International change agent Barack Obama stood in Daley Plaza on Friday and paid public fealty to the political machine boss who holds this city in a wrought iron fist.The name of this "game" called politics. One has to play with some less than ideal characters if one expects to advance in that world. That is what Obama has done, of course I won't fault him for that. In order to make change one has to get elected and once elected work with those for whom change isn't a priority. That in some respects can be considered leadership and influence.
Obama waxed happily about Chicago possibly hosting the 2016 Olympics and joked about finishing his second term as U.S. president and hanging out with the boss, Mayor Richard Daley, a fellow who doesn't mind great change in Washington, as long as Chicago remains impervious to reform.

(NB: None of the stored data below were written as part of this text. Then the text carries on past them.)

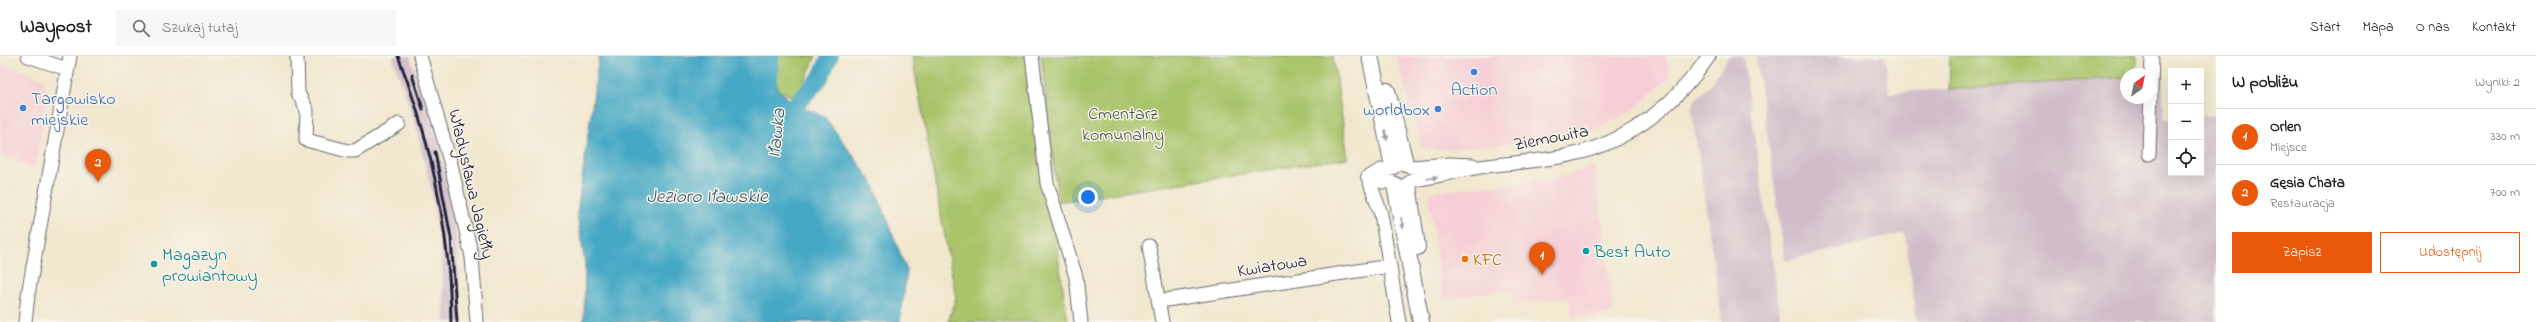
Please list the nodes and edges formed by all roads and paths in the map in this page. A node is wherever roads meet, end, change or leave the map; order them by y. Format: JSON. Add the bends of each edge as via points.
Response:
{"nodes":[{"id":1,"x":28,"y":56,"type":"edge"},
{"id":2,"x":70,"y":56,"type":"edge"},
{"id":3,"x":297,"y":56,"type":"edge"},
{"id":4,"x":420,"y":56,"type":"edge"},
{"id":5,"x":1032,"y":56,"type":"edge"},
{"id":6,"x":1370,"y":56,"type":"edge"},
{"id":7,"x":1379,"y":56,"type":"edge"},
{"id":8,"x":1709,"y":56,"type":"edge"},
{"id":9,"x":2152,"y":56,"type":"edge"},
{"id":10,"x":67,"y":69,"type":"junction"},
{"id":11,"x":399,"y":124,"type":"dead end"},
{"id":12,"x":2149,"y":154,"type":"dead end"},
{"id":13,"x":1401,"y":175,"type":"junction"},
{"id":14,"x":1149,"y":246,"type":"dead end"},
{"id":15,"x":1390,"y":266,"type":"junction"},
{"id":16,"x":1160,"y":300,"type":"junction"},
{"id":17,"x":25,"y":322,"type":"edge"},
{"id":18,"x":477,"y":322,"type":"edge"},
{"id":19,"x":1081,"y":322,"type":"edge"},
{"id":20,"x":1162,"y":322,"type":"edge"},
{"id":21,"x":1398,"y":322,"type":"edge"},
{"id":22,"x":1421,"y":322,"type":"edge"}],
"edges":[{"from":1,"to":10,"type":"street"},
{"from":2,"to":10,"type":"street"},
{"from":3,"to":11,"type":"street","via":[[298,93],[307,110],[306,140],[348,152],[355,151]]},
{"from":4,"to":18,"type":"street","name":"Władysława Jagiełły","via":[[449,158],[472,257]]},
{"from":5,"to":19,"type":"street","via":[[1047,183],[1076,277]]},
{"from":6,"to":13,"type":"main road","one_way":true},
{"from":7,"to":13,"type":"main road"},
{"from":8,"to":13,"type":"street","name":"Ziemowita","via":[[1665,106],[1644,123],[1610,142],[1568,156],[1485,166],[1450,164]]},
{"from":9,"to":12,"type":"street"},
{"from":10,"to":17,"type":"street"},
{"from":13,"to":15,"type":"street","name":"Ziemowita","via":[[1383,182],[1368,177],[1381,214]]},
{"from":13,"to":22,"type":"main road","via":[[1422,280]]},
{"from":14,"to":16,"type":"street"},
{"from":15,"to":16,"type":"street","name":"Kwiatowa"},
{"from":15,"to":21,"type":"street"},
{"from":16,"to":20,"type":"street"}]}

"In the interest of full disclosure, I only live two blocks away from where the Olympics are going to kick off in 2016, and so I am just going to be able to walk over there. I might have to rent my house," Obama said, meaning the house he bought when he was pals with Tony Rezko, not the White House where he'll be living. "I don't know how much it's going to be worth."
Even a great city like Chicago needs revamped infrastructure to hold an Olympics and that means a lot of steel. And I wondered about Barack, before he knew Daley, before he was backed by the machine, in the days when Barack was progressive and independent, working on the South Side, organizing steelworkers who lost their jobs when the mills shut down.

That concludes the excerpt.